**WORK REQUEST**
Tally the lines below that contain "García". The number is the whole answer.

--- START ---

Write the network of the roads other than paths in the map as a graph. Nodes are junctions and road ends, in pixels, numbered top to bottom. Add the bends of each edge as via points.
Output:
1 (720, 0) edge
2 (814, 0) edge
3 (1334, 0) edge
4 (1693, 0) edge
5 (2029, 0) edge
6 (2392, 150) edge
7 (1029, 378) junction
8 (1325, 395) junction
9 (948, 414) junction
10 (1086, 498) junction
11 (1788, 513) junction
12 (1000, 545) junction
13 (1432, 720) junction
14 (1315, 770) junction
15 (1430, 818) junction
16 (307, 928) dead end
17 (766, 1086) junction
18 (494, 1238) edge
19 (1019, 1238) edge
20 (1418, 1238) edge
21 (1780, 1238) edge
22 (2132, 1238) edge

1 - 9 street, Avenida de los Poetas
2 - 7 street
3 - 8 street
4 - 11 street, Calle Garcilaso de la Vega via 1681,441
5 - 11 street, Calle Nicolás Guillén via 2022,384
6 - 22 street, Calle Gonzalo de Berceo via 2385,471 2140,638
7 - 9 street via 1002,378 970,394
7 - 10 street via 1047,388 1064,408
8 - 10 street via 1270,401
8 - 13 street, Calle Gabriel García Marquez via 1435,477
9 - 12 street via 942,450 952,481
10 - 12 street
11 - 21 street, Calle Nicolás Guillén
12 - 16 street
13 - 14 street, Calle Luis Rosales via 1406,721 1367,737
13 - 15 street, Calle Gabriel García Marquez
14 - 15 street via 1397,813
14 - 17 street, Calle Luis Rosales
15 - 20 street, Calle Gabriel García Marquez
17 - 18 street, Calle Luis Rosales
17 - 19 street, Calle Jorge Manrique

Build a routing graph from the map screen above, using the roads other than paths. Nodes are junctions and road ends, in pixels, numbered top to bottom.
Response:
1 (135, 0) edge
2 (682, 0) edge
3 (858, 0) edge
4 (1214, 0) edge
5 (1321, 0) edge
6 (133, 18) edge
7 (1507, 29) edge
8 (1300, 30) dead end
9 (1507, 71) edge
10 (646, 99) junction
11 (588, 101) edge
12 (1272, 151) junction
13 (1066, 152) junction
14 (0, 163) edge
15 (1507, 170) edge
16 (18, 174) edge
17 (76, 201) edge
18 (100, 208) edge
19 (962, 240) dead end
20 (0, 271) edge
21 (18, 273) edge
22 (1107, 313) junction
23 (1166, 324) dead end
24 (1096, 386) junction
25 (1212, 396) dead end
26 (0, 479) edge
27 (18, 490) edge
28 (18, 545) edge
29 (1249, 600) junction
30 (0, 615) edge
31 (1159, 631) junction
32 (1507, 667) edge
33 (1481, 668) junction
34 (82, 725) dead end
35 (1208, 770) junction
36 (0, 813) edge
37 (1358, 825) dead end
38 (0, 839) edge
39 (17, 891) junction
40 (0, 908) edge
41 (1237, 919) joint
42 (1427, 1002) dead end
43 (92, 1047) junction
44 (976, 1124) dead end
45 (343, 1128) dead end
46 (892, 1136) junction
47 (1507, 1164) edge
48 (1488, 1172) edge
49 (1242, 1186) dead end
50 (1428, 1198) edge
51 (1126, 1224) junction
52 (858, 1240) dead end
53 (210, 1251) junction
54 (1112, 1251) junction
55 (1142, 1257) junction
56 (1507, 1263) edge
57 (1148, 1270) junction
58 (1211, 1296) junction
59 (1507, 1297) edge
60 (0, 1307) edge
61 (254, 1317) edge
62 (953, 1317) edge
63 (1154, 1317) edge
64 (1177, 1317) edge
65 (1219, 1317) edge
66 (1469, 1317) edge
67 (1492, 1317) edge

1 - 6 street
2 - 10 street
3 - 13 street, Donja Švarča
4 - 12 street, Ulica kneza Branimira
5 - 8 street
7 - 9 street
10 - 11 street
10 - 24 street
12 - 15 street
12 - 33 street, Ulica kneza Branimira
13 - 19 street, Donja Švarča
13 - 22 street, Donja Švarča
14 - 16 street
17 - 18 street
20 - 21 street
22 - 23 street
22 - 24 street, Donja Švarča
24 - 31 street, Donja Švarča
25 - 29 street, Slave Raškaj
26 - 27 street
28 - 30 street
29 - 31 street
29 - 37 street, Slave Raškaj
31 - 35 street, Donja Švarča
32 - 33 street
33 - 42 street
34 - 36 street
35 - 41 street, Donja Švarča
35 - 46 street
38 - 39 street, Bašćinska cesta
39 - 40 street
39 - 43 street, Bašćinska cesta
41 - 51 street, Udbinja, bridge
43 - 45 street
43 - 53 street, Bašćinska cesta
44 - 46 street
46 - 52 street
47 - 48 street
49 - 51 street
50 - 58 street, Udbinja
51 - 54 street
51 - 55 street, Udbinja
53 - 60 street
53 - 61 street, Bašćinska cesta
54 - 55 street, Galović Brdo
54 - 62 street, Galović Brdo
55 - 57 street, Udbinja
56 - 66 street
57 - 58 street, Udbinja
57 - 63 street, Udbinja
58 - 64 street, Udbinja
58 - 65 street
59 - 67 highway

--- END ---

**ANSWER**
3